Unfortunately, as , NCCAM is funding grants like R21AT001969, which funds the “Ayurvedic Center for Collaborative Research.” A quick search for NCCAM grants funding Ayurveda on NIH Reporter reveals several grants in Ayurvedic medicine funded by NCCAM, including and . One wonders how long it will be before NCCAM starts funding “Ayurgenomics” projects.
The whole idea of doing omics on tissue samples from NCCAM-funded studies is about as good an example of putting the cart before the horse as I can think of. There is no doubt that individual biological variability is problematic for all medicine and is the main reason that clinical trials of sufficient size and power are needed to separate random biological variation from real treatment effects. However, if a treatment is efficacious in a significant part of the population, it should demonstrate efficacy in a properly designed clinical trial, and if there are significant differences in how people respond sufficient to produce two classes (responders and nonresponders) that should show up as well. Studying omics in the absence of clear evidence that these two conditions apply (clinical efficacy and definite groupings of responders) is about as likely to produce useful information as a 30C homeopathic remedy is to contain a single molecule of the original remedy upon which it’s based. Similarly, trying to yoke genomics to a system of religion-inspired prescientific “medicine” like Ayurveda is no different than proposing to base genomics profiles on the four humors.
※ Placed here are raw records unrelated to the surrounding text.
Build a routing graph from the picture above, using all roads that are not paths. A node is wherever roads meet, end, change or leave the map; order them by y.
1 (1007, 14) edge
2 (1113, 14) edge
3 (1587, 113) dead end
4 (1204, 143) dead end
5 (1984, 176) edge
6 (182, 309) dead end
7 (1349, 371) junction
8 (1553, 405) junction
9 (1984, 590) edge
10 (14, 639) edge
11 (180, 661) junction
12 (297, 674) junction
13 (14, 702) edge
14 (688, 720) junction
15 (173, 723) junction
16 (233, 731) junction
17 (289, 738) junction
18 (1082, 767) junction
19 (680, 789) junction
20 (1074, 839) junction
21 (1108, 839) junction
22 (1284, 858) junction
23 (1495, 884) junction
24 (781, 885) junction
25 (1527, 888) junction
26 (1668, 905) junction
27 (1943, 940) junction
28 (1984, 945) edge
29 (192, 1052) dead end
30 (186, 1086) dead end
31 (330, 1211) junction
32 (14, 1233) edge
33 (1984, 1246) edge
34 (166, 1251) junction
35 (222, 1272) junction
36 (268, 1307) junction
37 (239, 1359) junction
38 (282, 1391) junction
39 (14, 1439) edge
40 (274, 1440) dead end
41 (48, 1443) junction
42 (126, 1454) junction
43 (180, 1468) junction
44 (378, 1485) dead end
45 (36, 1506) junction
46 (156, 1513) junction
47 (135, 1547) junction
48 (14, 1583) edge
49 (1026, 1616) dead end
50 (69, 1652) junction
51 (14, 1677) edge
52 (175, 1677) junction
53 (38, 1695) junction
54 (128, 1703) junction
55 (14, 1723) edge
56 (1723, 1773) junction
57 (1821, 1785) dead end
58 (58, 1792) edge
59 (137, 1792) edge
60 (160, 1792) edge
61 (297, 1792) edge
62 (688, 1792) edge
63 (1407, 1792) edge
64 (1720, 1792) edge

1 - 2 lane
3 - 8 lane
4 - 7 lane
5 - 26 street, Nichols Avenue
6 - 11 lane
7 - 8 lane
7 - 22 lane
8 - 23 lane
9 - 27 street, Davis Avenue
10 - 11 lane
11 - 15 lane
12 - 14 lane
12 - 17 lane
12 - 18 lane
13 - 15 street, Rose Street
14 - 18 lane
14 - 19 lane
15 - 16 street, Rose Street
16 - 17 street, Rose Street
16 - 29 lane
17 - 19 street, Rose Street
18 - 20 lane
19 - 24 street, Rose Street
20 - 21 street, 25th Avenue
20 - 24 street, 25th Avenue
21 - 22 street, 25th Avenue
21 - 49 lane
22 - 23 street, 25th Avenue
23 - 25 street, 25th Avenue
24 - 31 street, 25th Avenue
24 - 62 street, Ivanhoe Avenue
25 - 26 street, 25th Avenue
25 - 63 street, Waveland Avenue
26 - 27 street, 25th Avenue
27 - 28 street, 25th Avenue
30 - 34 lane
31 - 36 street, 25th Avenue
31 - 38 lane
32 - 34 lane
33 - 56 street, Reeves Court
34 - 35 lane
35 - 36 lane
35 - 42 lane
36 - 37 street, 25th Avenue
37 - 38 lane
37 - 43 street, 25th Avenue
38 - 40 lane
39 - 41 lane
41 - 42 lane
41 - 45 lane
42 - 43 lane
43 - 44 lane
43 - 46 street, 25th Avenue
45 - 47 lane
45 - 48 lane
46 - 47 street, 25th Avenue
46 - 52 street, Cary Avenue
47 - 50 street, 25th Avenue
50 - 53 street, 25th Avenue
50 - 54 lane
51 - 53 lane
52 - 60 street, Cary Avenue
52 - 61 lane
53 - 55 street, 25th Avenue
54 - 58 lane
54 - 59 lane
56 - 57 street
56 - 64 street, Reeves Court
The really frustrating aspect of woo-omics is that, in these constrained budgetary times, any money devoted to such studies is money diverted from more scientifically worthy projects. A justification can be made for such retrospective analyses when there is definite evidence of efficacy and definite evidence of classes of responders and nonresponders, as is found in many drug trials, but, barring that, it’s far more likely that good money will be thrown down the pit after bad to find out whether there is an “omic” profile for woo. Worse, it’s already difficult enough to validate candidate biomarkers based on existing omics data. Between measuring the expression of every messenger RNA and microRNA in a cell simultaneously and performing next generation sequencing and various other techniques that permit the sequencing of whole genomes and expression data simultaneously, we can measure more things in a cell than ever before. However, because we can measure so much, it’s all just noise when there is no actual effect detected between two treatments, and it’s a lot of potential noise because thousands of comparisons are being made simultaneously in even a simple comparison. That’s why adding magic to the omic mix will not help, as it will only accentuate the noise. Unfortunately, magic is exactly what defines woo-omics.